Chapter 16 in Luke confounded me at first. This story of how the "lord" looked well on his servant after the servant made some choices which left the lord with less and the servant with more, in a sense. I read through some commentaries and then I realized that I was taking off the verse above and forgetting it was a part of the story as well.
Yesterday I spoke about being in covenant with God, and a friend spurred me on by asking how we know what our idols were. My first thought was simply to ask God. To allow Him to show us what our hearts truly hold onto. Truth be told, it was my second thought as well.
And because I want this meditation to be more than simply considering scripture, I want it to be about changing my life, I did what I told my friend and I asked God where my heart was that it shouldn't be. Now, let me say that I think this is a question we can ask ourselves several times and depending on our circumstances God will show us different things. Currently, apparently, pride is my nemesis. I have put myself in place of God in too many situations.

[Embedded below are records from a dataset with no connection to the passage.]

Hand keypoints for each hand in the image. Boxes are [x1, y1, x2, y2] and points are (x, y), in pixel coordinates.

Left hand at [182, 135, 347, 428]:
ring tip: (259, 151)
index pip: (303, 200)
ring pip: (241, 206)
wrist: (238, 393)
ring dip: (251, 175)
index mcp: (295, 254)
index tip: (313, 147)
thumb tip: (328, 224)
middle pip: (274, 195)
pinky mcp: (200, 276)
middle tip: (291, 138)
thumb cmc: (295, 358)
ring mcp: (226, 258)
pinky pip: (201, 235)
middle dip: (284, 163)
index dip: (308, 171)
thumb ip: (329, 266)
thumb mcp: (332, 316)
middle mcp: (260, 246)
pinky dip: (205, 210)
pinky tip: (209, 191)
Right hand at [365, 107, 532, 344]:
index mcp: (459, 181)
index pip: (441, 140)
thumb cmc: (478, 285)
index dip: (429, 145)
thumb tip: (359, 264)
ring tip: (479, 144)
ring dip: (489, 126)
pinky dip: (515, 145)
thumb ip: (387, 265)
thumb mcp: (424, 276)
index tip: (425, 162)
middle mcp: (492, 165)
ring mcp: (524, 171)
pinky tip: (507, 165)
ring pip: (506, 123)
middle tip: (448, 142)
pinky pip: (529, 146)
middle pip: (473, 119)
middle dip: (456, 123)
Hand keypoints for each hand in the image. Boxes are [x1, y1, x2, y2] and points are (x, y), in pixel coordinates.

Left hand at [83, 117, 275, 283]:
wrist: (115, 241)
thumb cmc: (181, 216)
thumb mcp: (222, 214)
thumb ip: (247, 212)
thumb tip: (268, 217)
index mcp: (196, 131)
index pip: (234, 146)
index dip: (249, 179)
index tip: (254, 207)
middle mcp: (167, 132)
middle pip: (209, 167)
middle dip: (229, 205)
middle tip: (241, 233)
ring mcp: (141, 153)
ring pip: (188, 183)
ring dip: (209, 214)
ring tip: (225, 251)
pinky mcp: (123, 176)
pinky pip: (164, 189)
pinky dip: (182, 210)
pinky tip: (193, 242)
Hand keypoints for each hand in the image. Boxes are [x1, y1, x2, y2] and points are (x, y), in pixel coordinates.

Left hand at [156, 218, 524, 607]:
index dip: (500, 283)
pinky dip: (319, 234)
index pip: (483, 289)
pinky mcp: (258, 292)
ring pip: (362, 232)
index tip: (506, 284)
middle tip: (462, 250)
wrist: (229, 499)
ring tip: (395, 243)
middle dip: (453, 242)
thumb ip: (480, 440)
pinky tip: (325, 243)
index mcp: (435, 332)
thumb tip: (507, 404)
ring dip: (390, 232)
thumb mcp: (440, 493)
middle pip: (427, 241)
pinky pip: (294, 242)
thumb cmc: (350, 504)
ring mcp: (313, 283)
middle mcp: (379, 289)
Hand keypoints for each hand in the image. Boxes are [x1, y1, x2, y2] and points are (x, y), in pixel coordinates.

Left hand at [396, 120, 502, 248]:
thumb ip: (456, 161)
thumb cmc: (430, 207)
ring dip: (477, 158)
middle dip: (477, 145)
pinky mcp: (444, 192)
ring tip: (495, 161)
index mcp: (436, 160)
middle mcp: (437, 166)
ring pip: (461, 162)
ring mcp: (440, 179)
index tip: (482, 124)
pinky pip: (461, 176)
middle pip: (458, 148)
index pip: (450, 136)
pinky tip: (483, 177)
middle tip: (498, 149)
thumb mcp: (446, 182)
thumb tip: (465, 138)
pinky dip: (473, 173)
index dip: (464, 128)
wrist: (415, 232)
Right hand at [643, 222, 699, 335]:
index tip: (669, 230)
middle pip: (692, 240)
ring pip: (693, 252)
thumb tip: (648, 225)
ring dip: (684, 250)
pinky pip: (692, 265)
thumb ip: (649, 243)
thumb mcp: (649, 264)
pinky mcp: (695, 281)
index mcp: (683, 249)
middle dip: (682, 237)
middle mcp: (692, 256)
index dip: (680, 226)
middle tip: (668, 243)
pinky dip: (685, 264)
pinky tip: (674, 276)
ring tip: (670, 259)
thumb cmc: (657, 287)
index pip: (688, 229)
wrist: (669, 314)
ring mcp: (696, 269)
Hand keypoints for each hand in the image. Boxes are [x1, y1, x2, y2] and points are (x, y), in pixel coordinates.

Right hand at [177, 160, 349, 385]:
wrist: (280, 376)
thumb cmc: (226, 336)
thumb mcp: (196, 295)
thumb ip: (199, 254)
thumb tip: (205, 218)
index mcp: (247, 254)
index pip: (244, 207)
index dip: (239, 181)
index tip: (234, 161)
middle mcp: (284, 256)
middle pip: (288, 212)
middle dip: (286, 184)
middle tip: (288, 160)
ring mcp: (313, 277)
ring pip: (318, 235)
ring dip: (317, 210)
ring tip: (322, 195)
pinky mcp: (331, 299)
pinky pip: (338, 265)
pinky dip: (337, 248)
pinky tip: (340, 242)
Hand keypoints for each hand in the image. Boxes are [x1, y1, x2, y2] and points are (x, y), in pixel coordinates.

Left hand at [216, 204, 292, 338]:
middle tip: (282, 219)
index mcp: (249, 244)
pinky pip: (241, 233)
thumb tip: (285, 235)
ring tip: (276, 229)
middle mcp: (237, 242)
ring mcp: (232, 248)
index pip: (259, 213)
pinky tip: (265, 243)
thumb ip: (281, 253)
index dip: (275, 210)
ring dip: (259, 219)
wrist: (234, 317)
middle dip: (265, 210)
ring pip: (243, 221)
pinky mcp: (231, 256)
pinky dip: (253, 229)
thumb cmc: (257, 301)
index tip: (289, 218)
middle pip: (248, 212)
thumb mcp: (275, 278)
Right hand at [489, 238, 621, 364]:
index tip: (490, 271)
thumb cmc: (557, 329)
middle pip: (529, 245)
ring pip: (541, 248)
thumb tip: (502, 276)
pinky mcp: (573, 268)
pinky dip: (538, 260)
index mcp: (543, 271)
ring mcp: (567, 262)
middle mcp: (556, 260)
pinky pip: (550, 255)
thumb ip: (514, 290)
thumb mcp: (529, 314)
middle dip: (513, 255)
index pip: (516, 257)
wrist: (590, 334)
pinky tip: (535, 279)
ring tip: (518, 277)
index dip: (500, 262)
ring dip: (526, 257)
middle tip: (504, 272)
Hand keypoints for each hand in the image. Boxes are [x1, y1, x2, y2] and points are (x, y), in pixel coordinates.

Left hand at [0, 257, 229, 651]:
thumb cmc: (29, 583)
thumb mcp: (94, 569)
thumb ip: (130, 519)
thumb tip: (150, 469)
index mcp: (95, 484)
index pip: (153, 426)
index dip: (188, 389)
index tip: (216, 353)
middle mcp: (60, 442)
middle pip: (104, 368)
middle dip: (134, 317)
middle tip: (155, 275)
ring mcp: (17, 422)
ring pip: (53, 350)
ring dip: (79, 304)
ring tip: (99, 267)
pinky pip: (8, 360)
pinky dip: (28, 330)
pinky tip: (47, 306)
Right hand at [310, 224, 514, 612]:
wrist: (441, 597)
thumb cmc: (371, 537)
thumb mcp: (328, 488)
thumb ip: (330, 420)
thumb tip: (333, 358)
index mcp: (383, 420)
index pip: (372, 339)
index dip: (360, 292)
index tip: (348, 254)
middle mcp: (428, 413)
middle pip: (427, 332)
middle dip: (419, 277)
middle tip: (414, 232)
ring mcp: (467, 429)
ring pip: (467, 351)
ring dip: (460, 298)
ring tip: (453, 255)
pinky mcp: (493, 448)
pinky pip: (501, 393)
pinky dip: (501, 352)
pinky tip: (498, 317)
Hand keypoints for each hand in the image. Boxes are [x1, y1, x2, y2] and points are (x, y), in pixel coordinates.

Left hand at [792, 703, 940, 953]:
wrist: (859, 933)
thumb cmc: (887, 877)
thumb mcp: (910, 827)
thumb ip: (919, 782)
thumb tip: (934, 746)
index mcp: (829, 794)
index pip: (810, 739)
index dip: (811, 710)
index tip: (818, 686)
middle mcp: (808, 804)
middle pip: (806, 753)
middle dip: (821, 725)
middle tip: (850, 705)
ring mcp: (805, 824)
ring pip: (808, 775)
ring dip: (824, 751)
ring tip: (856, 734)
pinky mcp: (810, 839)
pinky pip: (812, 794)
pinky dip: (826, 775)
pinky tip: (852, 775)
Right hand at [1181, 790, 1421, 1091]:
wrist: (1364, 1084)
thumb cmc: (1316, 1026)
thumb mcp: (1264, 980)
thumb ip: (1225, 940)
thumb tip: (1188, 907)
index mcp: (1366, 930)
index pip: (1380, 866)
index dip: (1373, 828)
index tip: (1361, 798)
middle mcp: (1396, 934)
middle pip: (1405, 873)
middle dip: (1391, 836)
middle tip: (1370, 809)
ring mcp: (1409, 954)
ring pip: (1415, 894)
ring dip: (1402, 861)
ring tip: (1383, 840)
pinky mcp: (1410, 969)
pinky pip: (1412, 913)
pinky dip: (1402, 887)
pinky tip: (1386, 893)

I want to have the last word. I want to have the correct plan. I want to know what's best for all. I want to be strong and intelligent. AND HAVE PEOPLE NOTICE. I want to be praised and found worthy, by those who are around me.
And that's where the above verse comes into play for my heart at this time.
I can get the approval of those around me, but not have the approval of God. What pleases man sometimes (in Luke 16 it was being scrupulous and selfish) isn't what pleases God. Outcomes aren't the only thing that matter, either. God knows my heart, my motives, my thoughts, my back story, and my choices even better than I do. And He revealed to me that I need to hold several things looser than I am. The death grip will only hurt me when God pries my hands off of what I am holding.
A few verses above this one, verse 13, Jesus says we can't serve two masters. This is why it's so necessary to check in with God regularly. Who are we pleasing? Who am I pleasing? Who have I set up as "lord" in my life? Who has taken God's place in my heart? What are my idols? Questions only God can truly answer, for only He knows our hearts.